Em Bonequinha de Luxo (1961), de Blake Edwards, Audrey Hepburn interpreta uma aproveitadora de ricos, interessada apenas na boa vida que os homens podem lhe oferecer. Holly Golightly descobre o mundo real e os sentimentos sinceros justamente quando se encontra com o pobretão Paul ‘Fred’ Varjak (George Peppard). Fred é, coincidentemente, um simulacro masculino de Holly: envolvido com uma mulher que não ama, permanece apenas pelo fato desta sustentá-lo.
Troquemos os Estados Unidos pela França e eis que temos Amar… não tem preço (2006), de Pierri Salvadori. Audrey Tautou interpreta Irene, acompanhante de luxo que se envolve com um pobretão, pensando que este é um milionário. Jean (Gad Elmaleh), ex-garçom, apaixona-se por Irene e, igualmente, torna-se acompanhante de luxo para sanar as dívidas em um hotel.
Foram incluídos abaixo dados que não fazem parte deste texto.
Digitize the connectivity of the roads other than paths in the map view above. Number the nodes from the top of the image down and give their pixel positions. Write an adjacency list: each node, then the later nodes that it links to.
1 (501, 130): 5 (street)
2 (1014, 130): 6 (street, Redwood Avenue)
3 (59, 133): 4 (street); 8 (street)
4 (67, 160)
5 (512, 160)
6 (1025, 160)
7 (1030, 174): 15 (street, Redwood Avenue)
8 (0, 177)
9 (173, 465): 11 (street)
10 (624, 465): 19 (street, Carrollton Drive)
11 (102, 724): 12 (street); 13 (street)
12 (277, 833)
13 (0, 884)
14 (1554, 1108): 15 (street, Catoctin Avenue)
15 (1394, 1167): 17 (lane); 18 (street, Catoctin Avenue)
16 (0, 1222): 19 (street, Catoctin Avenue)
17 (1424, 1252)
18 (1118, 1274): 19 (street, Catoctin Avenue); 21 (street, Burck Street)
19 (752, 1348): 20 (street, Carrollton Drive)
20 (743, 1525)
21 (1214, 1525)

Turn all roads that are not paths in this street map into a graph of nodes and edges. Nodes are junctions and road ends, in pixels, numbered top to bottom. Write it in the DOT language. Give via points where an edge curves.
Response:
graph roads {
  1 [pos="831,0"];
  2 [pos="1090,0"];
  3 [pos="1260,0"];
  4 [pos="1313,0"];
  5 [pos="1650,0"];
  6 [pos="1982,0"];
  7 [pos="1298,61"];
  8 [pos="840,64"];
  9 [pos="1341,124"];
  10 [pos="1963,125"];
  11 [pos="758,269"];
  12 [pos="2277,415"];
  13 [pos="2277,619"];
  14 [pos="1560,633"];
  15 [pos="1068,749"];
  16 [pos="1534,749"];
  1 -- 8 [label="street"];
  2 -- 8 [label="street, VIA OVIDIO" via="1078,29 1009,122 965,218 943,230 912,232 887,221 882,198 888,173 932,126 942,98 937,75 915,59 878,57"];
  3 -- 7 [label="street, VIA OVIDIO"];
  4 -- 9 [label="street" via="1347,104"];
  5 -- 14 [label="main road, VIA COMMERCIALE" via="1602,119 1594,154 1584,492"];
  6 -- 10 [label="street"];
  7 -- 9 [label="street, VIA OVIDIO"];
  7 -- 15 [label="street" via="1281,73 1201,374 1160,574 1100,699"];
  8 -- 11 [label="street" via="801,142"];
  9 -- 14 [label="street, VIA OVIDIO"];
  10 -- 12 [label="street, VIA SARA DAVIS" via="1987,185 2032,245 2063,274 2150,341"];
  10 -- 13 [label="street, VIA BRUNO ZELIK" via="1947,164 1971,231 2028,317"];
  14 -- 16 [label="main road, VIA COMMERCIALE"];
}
Não por acaso (ou talvez por acaso, vá saber a intenção do roteirista!), Irene está hospedada neste mesmo lugar em companhia de um milionário.
Essa comédia francesa de situações banais ligadas pelo destino pretende rir de si mesma, do gênero comédia romântica e de Hollywood. Tautou age qual uma bonequinha de luxo um tantinho mais maldosa que Hepburn. Por sua vez, Elmaleh soa tão parecido com Nicolas Cage que chega a copiar-lhe a atuação deste em Cidade dos Anjos (1998), de Brad Silberling. O olhar que não pisca, um tanto de tristeza e mais outro tanto de surpresa. Já as semelhanças com a comédia romântica de Edwards são incontáveis. Até mesmo o vestido que Irene admira na vitrine parece uma versão atualizada e muito mais decotada da mesma peça que Audrey Hepburn imortalizou no pôster de Bonequinha de Luxo. Hollywood ainda está lá ao som de Can’t Take My Eyes off You, uma das canções estadunidenses mais reconhecidas no mundo e, repetidas vezes, utilizada em filmes.
Com um roteiro esperto, o diretor Pierre Salvadori tornou suas personagens produtos unicamente do presente. O passado permanece apenas sugerido, seja no cotidiano sem graça do garçom que leva os cachorros das senhoras para passear, seja no caderninho de nomes e telefones que a bonequinha francesa guarda consigo para situações adversas.
Se amar não tem preço, para todas as outras coisas há o cartão de crédito. Endividados que somos, buscamos no amor alguma redenção para longe do capital. No ocidente, a comédia romântica tem tudo a ver com a prestação que vence no final do mês. Irene e Jean vão pagar a conta.